The brothers confirm that lamb sales have fallen off significantly but blame a struggling economy rather than animal welfare concerns.
"Lamb is expensive, particularly Italian lamb," said Massimiliano as Pino expertly dissected a carcass into oven-friendly joints for a customer willing to pay €20 euros a kilogram (2.2 pounds) for certified Roman lamb – nearly twice the price of imported lamb.
"More and more what we are seeing is all types of meat being imported from eastern Europe where they don't have the same health and hygiene controls we have here in Italy," Massimiliano adds.
"People are short of cash so they go to the supermarkets and buy that meat instead."
Elvis and Lina
An opposing view is expressed by Silvia Fassetta, one of the founders of The Green Place, an animal refuge near the spa town of Nepi which is home to two of the brightest young things on the Italian media scene.
Rescued lambs with all the cuddly charm of puppies, Elvis and Lina were the stars of a recent online poster campaign in which Italian actors, musicians and TV personalities were snapped holding them under banners urging readers to: "Make a sacrifice this Easter, don't kill me."
Backed by Italy's Anti-Vivisection League (Lav) – one of the biggest animal rights groups in Europe with 40,000 members or donors activists – the campaign has been a slow-burn success with the images widely picked up by national newspapers.
Fassetta says that is a sign that her arguments resonate in a country with an estimated five million vegetarians and millions more who take a keen interest in how their food is produced.
"Most of the fall in consumption has come in the last two years and I saw the other day that one of our biggest supermarket chains is offering a 50 percent discount on lamb.
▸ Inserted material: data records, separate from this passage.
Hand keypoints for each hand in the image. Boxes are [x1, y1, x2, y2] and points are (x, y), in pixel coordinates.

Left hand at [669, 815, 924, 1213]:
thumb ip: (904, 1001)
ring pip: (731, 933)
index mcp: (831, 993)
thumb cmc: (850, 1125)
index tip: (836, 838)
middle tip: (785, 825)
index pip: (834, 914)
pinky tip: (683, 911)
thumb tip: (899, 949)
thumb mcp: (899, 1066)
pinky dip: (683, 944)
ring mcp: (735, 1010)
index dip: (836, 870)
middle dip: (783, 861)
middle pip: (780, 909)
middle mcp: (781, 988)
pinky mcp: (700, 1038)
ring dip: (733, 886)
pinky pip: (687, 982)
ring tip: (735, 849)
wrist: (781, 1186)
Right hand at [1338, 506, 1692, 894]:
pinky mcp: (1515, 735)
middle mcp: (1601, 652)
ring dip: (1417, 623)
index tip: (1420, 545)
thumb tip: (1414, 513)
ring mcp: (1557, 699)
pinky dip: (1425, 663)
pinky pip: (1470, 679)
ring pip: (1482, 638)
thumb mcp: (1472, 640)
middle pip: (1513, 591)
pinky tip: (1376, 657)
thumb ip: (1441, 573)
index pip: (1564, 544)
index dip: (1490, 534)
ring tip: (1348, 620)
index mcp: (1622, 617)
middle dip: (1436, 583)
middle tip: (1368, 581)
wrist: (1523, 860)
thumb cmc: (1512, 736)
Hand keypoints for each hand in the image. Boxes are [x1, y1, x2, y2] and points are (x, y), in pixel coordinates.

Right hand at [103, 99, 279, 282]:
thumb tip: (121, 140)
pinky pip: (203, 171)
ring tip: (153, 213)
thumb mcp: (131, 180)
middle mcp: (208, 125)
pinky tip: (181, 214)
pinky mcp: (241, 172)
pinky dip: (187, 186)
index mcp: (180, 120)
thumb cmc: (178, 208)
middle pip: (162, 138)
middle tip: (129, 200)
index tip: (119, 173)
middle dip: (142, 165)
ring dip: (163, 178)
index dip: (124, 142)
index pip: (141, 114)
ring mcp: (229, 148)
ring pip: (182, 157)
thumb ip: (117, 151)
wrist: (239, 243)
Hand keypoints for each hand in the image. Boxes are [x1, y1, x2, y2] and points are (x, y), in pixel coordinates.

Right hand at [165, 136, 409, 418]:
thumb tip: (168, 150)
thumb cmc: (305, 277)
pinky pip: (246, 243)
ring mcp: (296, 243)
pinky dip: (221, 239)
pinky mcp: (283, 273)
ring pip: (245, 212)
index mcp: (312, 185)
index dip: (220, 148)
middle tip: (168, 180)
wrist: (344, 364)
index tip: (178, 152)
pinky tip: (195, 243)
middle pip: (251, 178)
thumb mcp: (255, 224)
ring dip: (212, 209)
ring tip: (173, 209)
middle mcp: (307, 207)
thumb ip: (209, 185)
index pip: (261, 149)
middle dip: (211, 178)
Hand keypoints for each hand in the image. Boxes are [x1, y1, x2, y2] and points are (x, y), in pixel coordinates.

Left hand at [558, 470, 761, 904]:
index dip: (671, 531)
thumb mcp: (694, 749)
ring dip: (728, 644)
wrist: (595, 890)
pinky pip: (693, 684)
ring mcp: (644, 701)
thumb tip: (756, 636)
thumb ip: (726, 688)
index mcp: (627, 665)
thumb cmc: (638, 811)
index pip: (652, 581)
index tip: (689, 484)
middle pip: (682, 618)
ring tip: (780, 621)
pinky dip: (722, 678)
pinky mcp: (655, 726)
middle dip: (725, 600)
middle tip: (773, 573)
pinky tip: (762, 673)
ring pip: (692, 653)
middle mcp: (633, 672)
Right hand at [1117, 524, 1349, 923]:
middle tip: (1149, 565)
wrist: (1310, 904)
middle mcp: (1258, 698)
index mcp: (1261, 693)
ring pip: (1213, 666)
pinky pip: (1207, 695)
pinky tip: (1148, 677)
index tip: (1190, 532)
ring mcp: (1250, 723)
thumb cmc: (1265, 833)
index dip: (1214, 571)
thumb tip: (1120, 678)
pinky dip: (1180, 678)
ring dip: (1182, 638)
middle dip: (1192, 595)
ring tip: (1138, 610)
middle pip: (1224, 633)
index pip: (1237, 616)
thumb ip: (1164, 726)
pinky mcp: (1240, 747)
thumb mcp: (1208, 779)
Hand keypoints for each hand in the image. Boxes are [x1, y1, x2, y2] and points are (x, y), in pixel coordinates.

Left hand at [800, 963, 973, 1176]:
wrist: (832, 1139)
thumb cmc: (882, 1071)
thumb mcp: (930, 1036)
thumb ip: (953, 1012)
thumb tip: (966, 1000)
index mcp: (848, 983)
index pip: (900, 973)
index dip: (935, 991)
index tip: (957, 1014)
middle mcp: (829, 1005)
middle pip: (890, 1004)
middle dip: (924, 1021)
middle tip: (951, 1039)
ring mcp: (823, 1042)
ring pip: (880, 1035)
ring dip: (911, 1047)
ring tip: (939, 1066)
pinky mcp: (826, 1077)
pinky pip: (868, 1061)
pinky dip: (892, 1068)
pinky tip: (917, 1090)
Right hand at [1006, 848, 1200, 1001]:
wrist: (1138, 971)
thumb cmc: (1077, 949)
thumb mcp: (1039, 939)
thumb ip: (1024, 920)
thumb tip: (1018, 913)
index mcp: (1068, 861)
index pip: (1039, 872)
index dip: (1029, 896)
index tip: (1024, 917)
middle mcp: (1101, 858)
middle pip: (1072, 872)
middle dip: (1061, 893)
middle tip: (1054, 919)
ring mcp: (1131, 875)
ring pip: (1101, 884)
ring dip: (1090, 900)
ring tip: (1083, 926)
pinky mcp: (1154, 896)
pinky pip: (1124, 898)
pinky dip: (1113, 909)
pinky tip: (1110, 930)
If they are doing that in the run-up to Easter it means that our message is getting across," she told AFP.
"Personally I would prefer people not to eat meat at all, but lamb is a good place to start," she says, cradling Lina in her arms.
The story of how lamb came to be associated with Easter is as rich as the fatty juices oozing out of a prime joint reared on fragrant Sardinian hillsides.
The gospel of John describes Christ as the "lamb of God," – a reference generally interpreted as comparing him to the sacrificial lamb of Jewish tradition.
As the Jews sacrified a lamb each year at Passover in commemoration of their liberation from bondage in Egypt (when lambs' blood was painted on Jewish doorposts as a sign for them to be spared from God's killing of every first-born son in the land), so Christ was sacrificed by God, his father, so that sinners could enjoy everlasting life.
The sacrifice part of the Passover ritual died out as Jews were scattered around the world but the commemorative eating of lamb has remained common in some communities, including the one first established in Rome in the second century.
Despite their small numbers and centuries of persecution, Rome's Jews have had a big influence on the Italian capital's cooking which has helped to sustain lamb as a feast-day favourite.
Theologians say there is nothing in the Christian scriptures to support a notion that lamb should be eaten at Easter. Campaigners regularly urge Pope Francis to spell that out, but he has so far declined, limiting himself to speaking in general terms about the importance of treating all creatures with respect.